■ Activity ■
Pick out the lines below that contain the string "nodes" and copy them all.

Top of Data provided

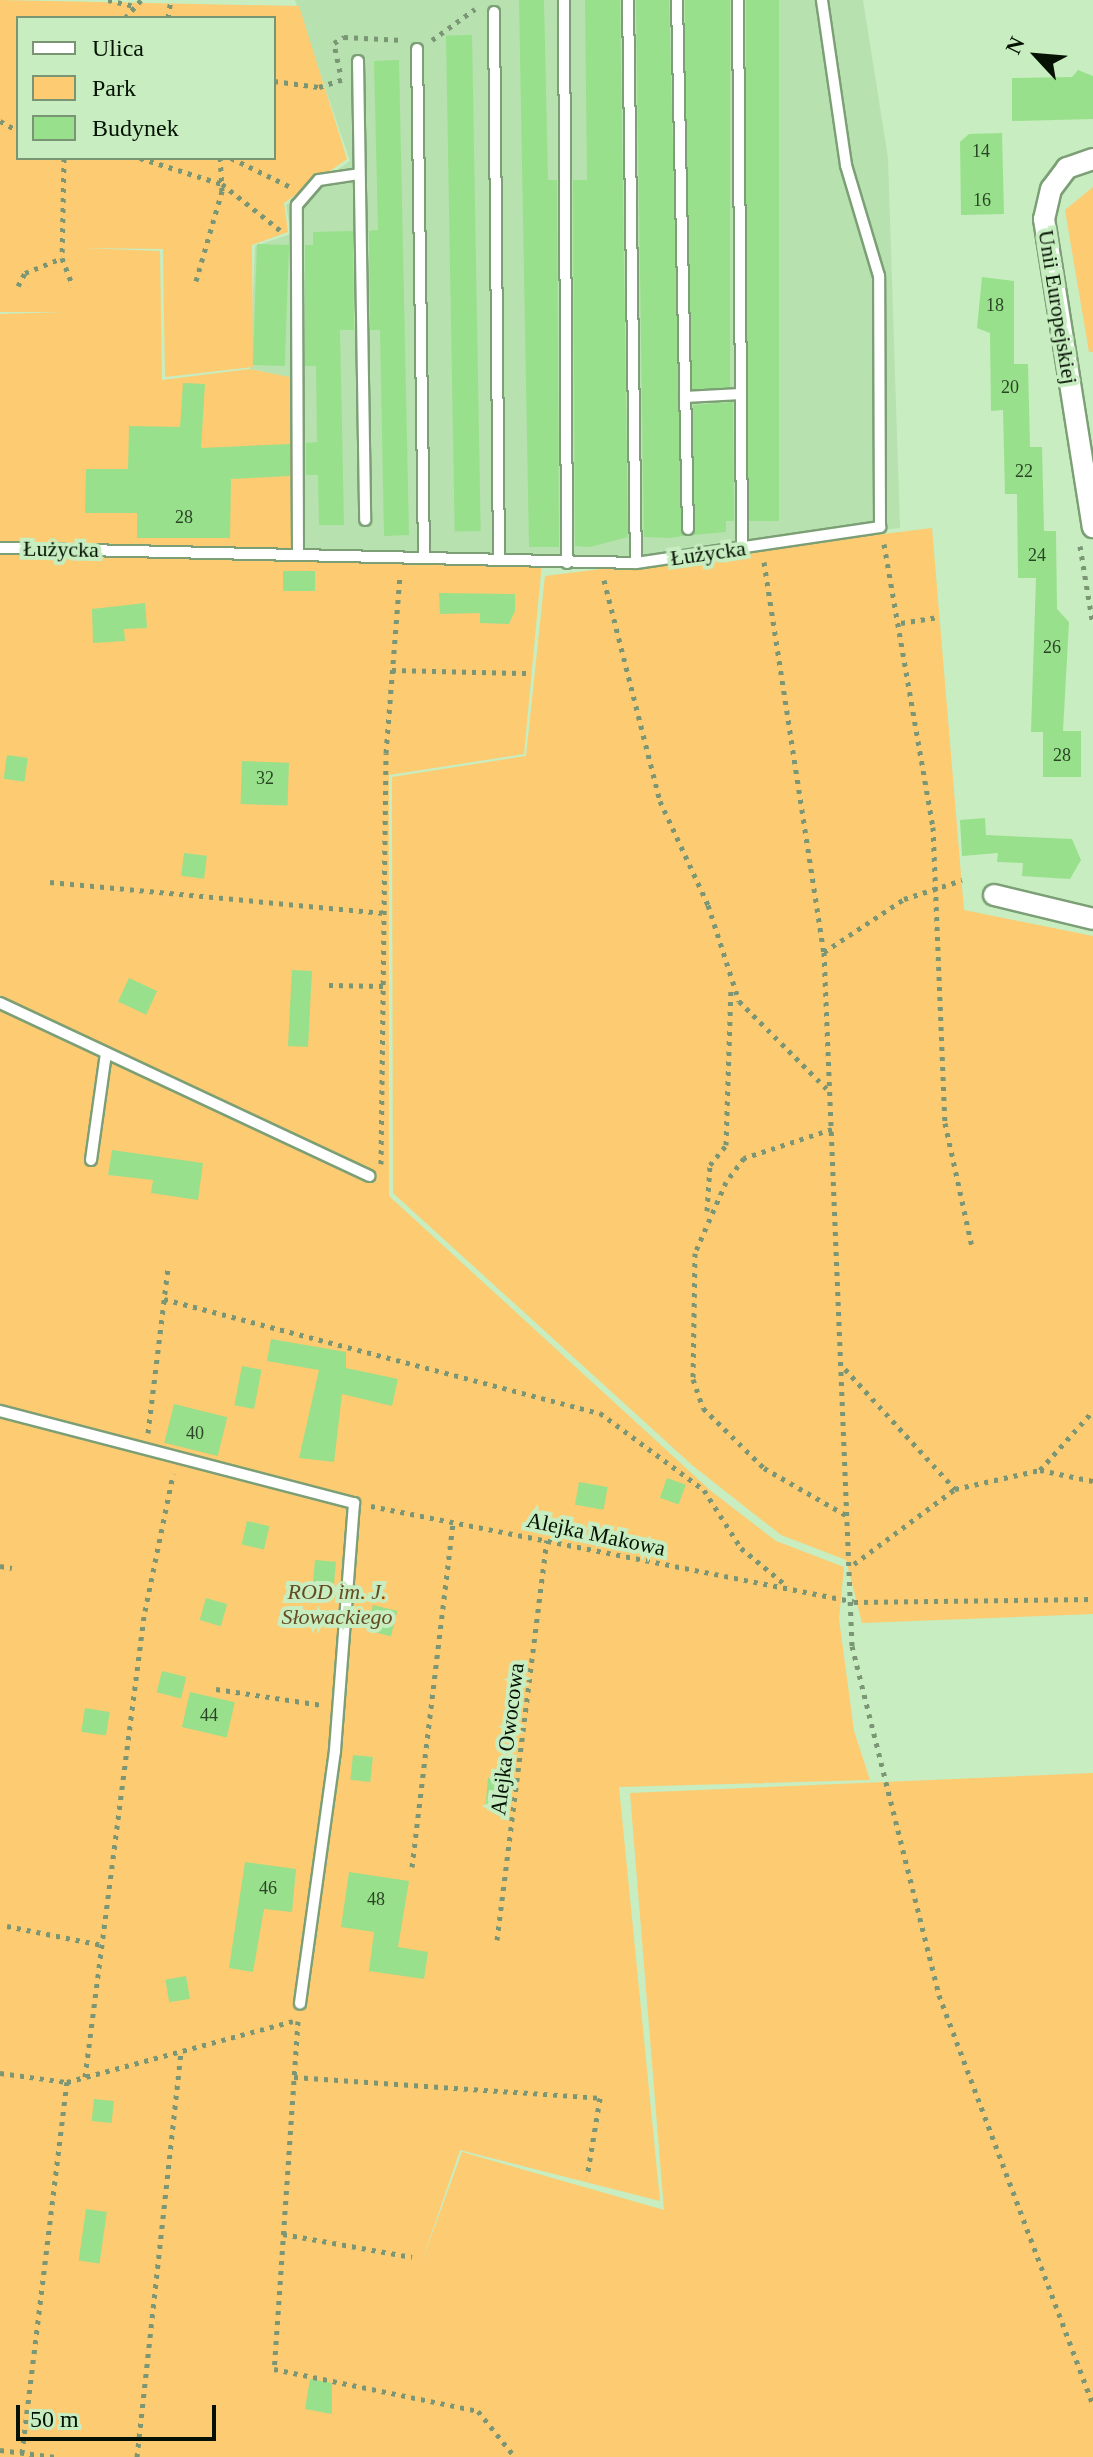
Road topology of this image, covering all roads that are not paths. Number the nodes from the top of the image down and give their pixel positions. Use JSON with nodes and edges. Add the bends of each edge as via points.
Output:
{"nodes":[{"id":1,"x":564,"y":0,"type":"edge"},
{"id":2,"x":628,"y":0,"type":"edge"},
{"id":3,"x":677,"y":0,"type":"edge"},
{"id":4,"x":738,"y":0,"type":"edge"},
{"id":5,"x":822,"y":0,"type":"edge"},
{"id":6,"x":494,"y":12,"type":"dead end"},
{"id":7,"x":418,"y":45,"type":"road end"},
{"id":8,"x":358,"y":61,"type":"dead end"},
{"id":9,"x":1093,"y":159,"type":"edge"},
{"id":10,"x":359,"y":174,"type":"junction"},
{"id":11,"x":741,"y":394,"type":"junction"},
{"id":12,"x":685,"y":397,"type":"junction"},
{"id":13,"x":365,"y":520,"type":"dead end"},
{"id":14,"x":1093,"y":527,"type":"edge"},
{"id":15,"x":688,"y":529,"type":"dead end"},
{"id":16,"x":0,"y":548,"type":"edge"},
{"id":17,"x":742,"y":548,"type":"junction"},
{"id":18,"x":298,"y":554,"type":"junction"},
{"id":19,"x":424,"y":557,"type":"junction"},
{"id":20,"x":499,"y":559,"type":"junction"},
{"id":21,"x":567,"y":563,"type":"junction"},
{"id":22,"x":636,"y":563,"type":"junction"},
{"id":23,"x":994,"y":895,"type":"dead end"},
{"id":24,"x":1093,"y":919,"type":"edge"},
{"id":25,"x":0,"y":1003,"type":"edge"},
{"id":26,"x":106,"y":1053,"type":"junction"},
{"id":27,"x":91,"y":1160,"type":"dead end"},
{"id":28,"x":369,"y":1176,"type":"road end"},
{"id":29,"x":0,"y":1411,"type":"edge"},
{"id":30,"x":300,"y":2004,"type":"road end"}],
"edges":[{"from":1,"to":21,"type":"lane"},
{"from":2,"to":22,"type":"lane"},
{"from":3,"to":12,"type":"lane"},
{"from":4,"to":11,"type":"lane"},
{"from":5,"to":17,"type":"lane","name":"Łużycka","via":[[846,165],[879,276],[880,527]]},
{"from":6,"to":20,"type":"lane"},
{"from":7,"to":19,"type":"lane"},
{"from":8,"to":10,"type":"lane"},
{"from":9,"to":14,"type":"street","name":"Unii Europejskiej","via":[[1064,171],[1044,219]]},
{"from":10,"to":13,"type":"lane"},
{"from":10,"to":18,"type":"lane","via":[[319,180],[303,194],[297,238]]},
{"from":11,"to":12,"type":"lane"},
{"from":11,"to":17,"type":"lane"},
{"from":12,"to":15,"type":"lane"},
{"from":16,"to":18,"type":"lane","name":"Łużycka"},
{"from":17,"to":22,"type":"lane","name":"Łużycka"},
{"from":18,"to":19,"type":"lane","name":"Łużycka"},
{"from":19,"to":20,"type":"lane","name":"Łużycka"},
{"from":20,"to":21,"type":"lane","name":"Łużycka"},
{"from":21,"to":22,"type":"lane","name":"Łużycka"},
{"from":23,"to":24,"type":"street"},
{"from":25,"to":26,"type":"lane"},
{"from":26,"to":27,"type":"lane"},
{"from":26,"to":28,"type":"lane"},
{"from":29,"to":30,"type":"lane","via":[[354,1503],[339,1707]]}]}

Bottom of Data provided

■ Task response ■
Road topology of this image, covering all roads that are not paths. Number the nodes from the top of the image down and give their pixel positions. Use JSON with nodes and edges. Add the bends of each edge as via points.
{"nodes":[{"id":1,"x":564,"y":0,"type":"edge"},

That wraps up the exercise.